Source material:
::::

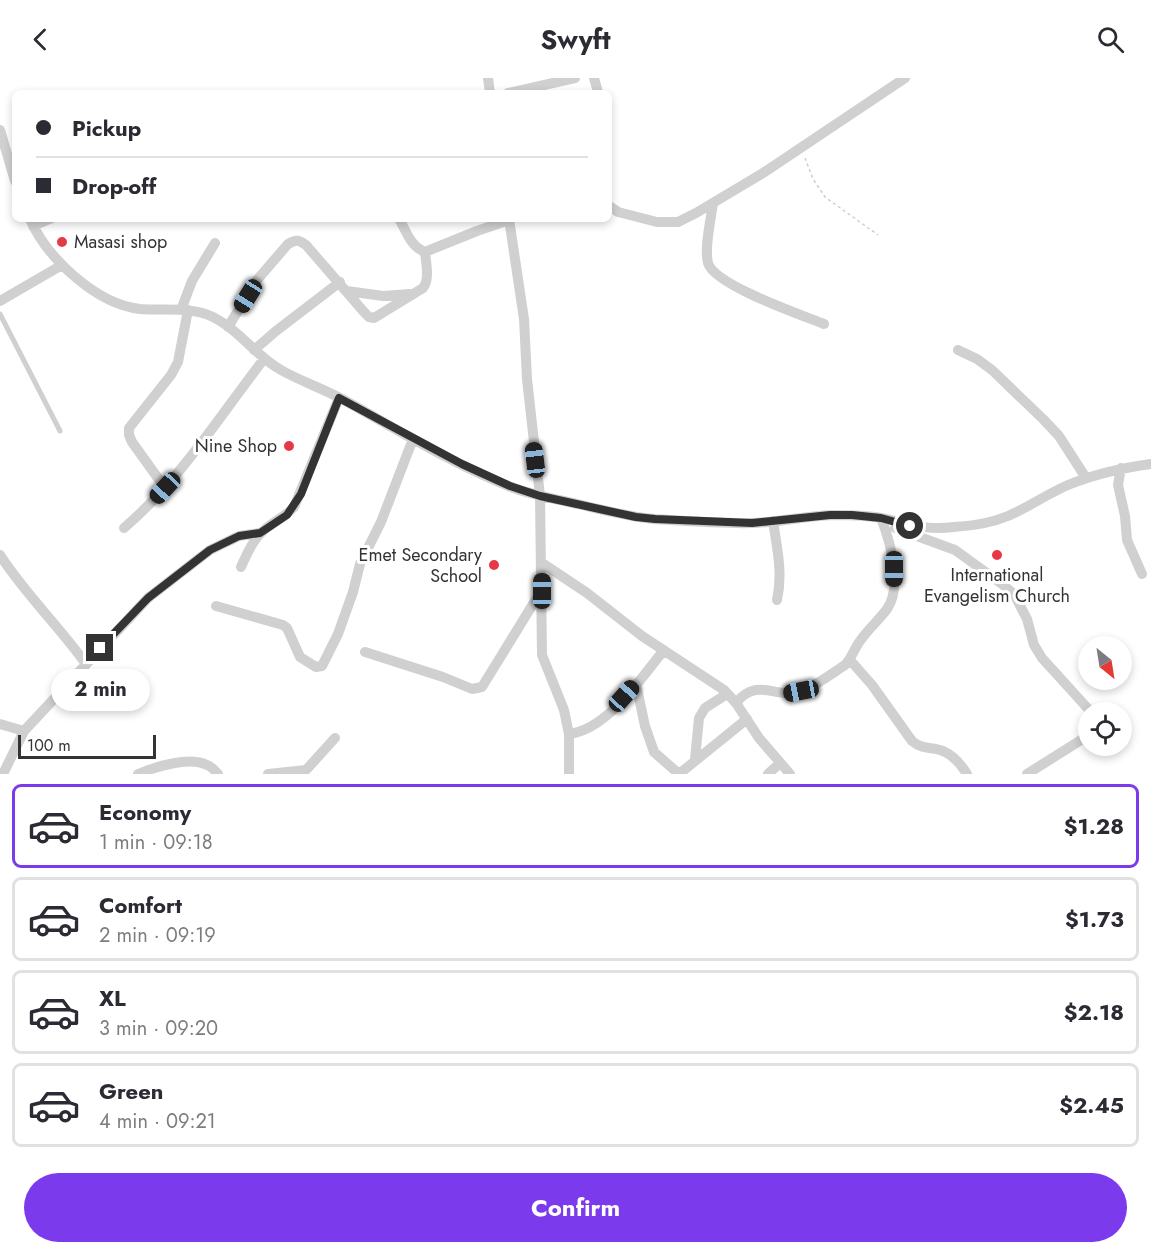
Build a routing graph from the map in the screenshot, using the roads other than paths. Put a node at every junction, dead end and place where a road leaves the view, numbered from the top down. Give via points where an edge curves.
1 (575, 78) edge
2 (905, 78) edge
3 (521, 90) edge
4 (0, 130) edge
5 (8, 161) edge
6 (713, 203) junction
7 (612, 208) edge
8 (401, 222) edge
9 (501, 222) edge
10 (509, 222) edge
11 (31, 223) edge
12 (215, 243) dead end
13 (425, 252) junction
14 (62, 265) junction
15 (343, 287) junction
16 (416, 293) junction
17 (0, 301) edge
18 (184, 310) junction
19 (0, 314) edge
20 (824, 324) dead end
21 (228, 327) junction
22 (254, 350) junction
23 (958, 350) dead end
24 (264, 358) junction
25 (339, 398) junction
26 (60, 431) dead end
27 (413, 439) junction
28 (1151, 464) edge
29 (1121, 468) junction
30 (1086, 478) junction
31 (165, 488) junction
32 (540, 496) junction
33 (882, 520) junction
34 (773, 521) junction
35 (124, 528) dead end
36 (260, 533) junction
37 (0, 555) edge
38 (542, 562) junction
39 (241, 567) dead end
40 (1142, 574) dead end
41 (542, 591) junction
42 (777, 600) dead end
43 (216, 606) dead end
44 (664, 650) junction
45 (365, 652) dead end
46 (850, 660) junction
47 (86, 664) junction
48 (636, 684) junction
49 (727, 694) junction
50 (1082, 702) edge
51 (736, 703) junction
52 (747, 719) junction
53 (0, 724) edge
54 (24, 731) junction
55 (569, 734) junction
56 (335, 738) dead end
57 (1078, 742) edge
58 (695, 759) junction
59 (780, 763) junction
60 (3, 774) edge
61 (138, 774) edge
62 (218, 774) edge
63 (268, 774) edge
64 (569, 774) edge
65 (679, 774) edge
66 (768, 774) edge
67 (790, 774) edge
68 (967, 774) edge
69 (1027, 774) edge

1 - 3 street
2 - 6 street
4 - 5 street
6 - 7 street via 678,222 657,222
6 - 20 street via 708,262 712,272 767,302
8 - 13 street via 416,249
9 - 13 street
10 - 32 street via 524,319 526,379
11 - 14 street
12 - 18 street via 192,281
13 - 16 street via 426,284
14 - 17 street
14 - 18 street via 119,304 139,309
15 - 16 street via 383,296
15 - 16 street via 374,318
15 - 21 street via 306,245 294,240 257,280
15 - 22 street
18 - 21 street via 211,316
18 - 31 street via 178,362 129,428 132,442
19 - 26 lane
21 - 22 street
22 - 24 street
23 - 30 street via 992,370 1043,419
24 - 25 street
24 - 31 street
25 - 27 street
25 - 36 street via 294,507
27 - 32 street via 510,486
27 - 43 street via 322,666 316,667 300,657 283,625
28 - 29 street
29 - 30 street
29 - 40 street via 1119,485 1127,540
30 - 33 street via 1009,516 975,524 928,528
31 - 35 street
32 - 34 street via 636,517
32 - 38 street
33 - 34 street via 830,515
33 - 46 street via 893,560 894,587 889,607 860,641
33 - 50 street via 955,550 1014,594 1042,658
34 - 42 street via 781,572
36 - 39 street
36 - 47 street via 239,536 210,550 148,598
37 - 47 street
38 - 41 street
38 - 44 street
41 - 45 street via 482,687 472,689
41 - 55 street via 542,655 564,710
44 - 48 street
44 - 49 street
46 - 51 street via 801,691 752,690
46 - 68 street via 912,741 919,747 945,752
47 - 54 street
48 - 55 street via 603,719 586,730
48 - 65 street via 654,752
49 - 51 street
49 - 58 street via 699,718
51 - 52 street
52 - 58 street
52 - 59 street
53 - 54 street
54 - 60 street
55 - 64 street
56 - 63 street via 306,770
57 - 69 street
58 - 65 street
59 - 66 street
59 - 67 street
61 - 62 street via 178,763 207,765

::::

The required output is each record above, reproduced exactly, without its pictures.

Your response:
Build a routing graph from the map in the screenshot, using the roads other than paths. Put a node at every junction, dead end and place where a road leaves the view, numbered from the top down. Give via points where an edge curves.
1 (575, 78) edge
2 (905, 78) edge
3 (521, 90) edge
4 (0, 130) edge
5 (8, 161) edge
6 (713, 203) junction
7 (612, 208) edge
8 (401, 222) edge
9 (501, 222) edge
10 (509, 222) edge
11 (31, 223) edge
12 (215, 243) dead end
13 (425, 252) junction
14 (62, 265) junction
15 (343, 287) junction
16 (416, 293) junction
17 (0, 301) edge
18 (184, 310) junction
19 (0, 314) edge
20 (824, 324) dead end
21 (228, 327) junction
22 (254, 350) junction
23 (958, 350) dead end
24 (264, 358) junction
25 (339, 398) junction
26 (60, 431) dead end
27 (413, 439) junction
28 (1151, 464) edge
29 (1121, 468) junction
30 (1086, 478) junction
31 (165, 488) junction
32 (540, 496) junction
33 (882, 520) junction
34 (773, 521) junction
35 (124, 528) dead end
36 (260, 533) junction
37 (0, 555) edge
38 (542, 562) junction
39 (241, 567) dead end
40 (1142, 574) dead end
41 (542, 591) junction
42 (777, 600) dead end
43 (216, 606) dead end
44 (664, 650) junction
45 (365, 652) dead end
46 (850, 660) junction
47 (86, 664) junction
48 (636, 684) junction
49 (727, 694) junction
50 (1082, 702) edge
51 (736, 703) junction
52 (747, 719) junction
53 (0, 724) edge
54 (24, 731) junction
55 (569, 734) junction
56 (335, 738) dead end
57 (1078, 742) edge
58 (695, 759) junction
59 (780, 763) junction
60 (3, 774) edge
61 (138, 774) edge
62 (218, 774) edge
63 (268, 774) edge
64 (569, 774) edge
65 (679, 774) edge
66 (768, 774) edge
67 (790, 774) edge
68 (967, 774) edge
69 (1027, 774) edge

1 - 3 street
2 - 6 street
4 - 5 street
6 - 7 street via 678,222 657,222
6 - 20 street via 708,262 712,272 767,302
8 - 13 street via 416,249
9 - 13 street
10 - 32 street via 524,319 526,379
11 - 14 street
12 - 18 street via 192,281
13 - 16 street via 426,284
14 - 17 street
14 - 18 street via 119,304 139,309
15 - 16 street via 383,296
15 - 16 street via 374,318
15 - 21 street via 306,245 294,240 257,280
15 - 22 street
18 - 21 street via 211,316
18 - 31 street via 178,362 129,428 132,442
19 - 26 lane
21 - 22 street
22 - 24 street
23 - 30 street via 992,370 1043,419
24 - 25 street
24 - 31 street
25 - 27 street
25 - 36 street via 294,507
27 - 32 street via 510,486
27 - 43 street via 322,666 316,667 300,657 283,625
28 - 29 street
29 - 30 street
29 - 40 street via 1119,485 1127,540
30 - 33 street via 1009,516 975,524 928,528
31 - 35 street
32 - 34 street via 636,517
32 - 38 street
33 - 34 street via 830,515
33 - 46 street via 893,560 894,587 889,607 860,641
33 - 50 street via 955,550 1014,594 1042,658
34 - 42 street via 781,572
36 - 39 street
36 - 47 street via 239,536 210,550 148,598
37 - 47 street
38 - 41 street
38 - 44 street
41 - 45 street via 482,687 472,689
41 - 55 street via 542,655 564,710
44 - 48 street
44 - 49 street
46 - 51 street via 801,691 752,690
46 - 68 street via 912,741 919,747 945,752
47 - 54 street
48 - 55 street via 603,719 586,730
48 - 65 street via 654,752
49 - 51 street
49 - 58 street via 699,718
51 - 52 street
52 - 58 street
52 - 59 street
53 - 54 street
54 - 60 street
55 - 64 street
56 - 63 street via 306,770
57 - 69 street
58 - 65 street
59 - 66 street
59 - 67 street
61 - 62 street via 178,763 207,765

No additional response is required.